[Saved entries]
....................
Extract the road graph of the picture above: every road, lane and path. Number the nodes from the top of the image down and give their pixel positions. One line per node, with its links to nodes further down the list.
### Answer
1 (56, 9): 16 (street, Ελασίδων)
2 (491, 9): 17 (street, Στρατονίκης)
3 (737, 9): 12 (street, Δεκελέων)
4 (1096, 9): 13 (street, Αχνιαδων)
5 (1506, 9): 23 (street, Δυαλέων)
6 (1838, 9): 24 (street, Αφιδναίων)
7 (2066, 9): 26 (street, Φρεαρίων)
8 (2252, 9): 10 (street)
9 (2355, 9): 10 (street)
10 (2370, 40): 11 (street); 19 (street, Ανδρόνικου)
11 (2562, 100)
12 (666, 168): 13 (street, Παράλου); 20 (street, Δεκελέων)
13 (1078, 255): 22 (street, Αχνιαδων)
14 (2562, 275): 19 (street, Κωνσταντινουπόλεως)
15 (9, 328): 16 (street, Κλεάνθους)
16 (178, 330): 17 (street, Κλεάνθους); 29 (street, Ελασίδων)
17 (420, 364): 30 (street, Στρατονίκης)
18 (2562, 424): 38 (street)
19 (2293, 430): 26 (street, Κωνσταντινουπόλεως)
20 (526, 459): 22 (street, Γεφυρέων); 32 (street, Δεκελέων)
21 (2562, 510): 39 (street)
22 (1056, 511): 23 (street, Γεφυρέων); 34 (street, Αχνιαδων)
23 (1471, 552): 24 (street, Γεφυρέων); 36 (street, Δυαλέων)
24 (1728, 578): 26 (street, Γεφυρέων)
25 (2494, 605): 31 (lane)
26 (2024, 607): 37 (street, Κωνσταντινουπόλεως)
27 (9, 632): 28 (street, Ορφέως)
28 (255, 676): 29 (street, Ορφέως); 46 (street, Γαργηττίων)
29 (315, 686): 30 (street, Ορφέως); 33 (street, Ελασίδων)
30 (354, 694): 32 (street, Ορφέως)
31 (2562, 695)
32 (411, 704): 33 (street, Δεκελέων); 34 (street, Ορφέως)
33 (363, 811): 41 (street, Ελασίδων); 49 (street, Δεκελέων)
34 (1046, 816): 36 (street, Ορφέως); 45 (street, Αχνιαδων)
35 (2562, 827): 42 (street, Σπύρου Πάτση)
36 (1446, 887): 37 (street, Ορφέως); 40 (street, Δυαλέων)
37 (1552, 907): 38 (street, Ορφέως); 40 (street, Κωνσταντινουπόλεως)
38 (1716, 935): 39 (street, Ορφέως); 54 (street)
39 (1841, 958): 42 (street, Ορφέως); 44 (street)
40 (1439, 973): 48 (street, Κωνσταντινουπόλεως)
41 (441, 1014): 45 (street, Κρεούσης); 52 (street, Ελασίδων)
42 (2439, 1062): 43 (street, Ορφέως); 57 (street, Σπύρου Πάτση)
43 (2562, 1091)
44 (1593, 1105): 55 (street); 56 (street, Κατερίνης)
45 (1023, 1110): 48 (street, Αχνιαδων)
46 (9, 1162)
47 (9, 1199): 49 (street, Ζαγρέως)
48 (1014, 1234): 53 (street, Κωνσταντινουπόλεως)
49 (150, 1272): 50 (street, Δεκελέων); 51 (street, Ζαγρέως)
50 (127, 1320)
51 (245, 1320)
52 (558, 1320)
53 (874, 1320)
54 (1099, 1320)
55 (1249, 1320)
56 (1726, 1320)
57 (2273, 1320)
....................
* [Work order]: In the data above, which lines include "lane"? Return those lines.

* [Exercise response]:
Extract the road graph of the picture above: every road, lane and path. Number the nodes from the top of the image down and give their pixel positions. One line per node, with its links to nodes further down the list.
25 (2494, 605): 31 (lane)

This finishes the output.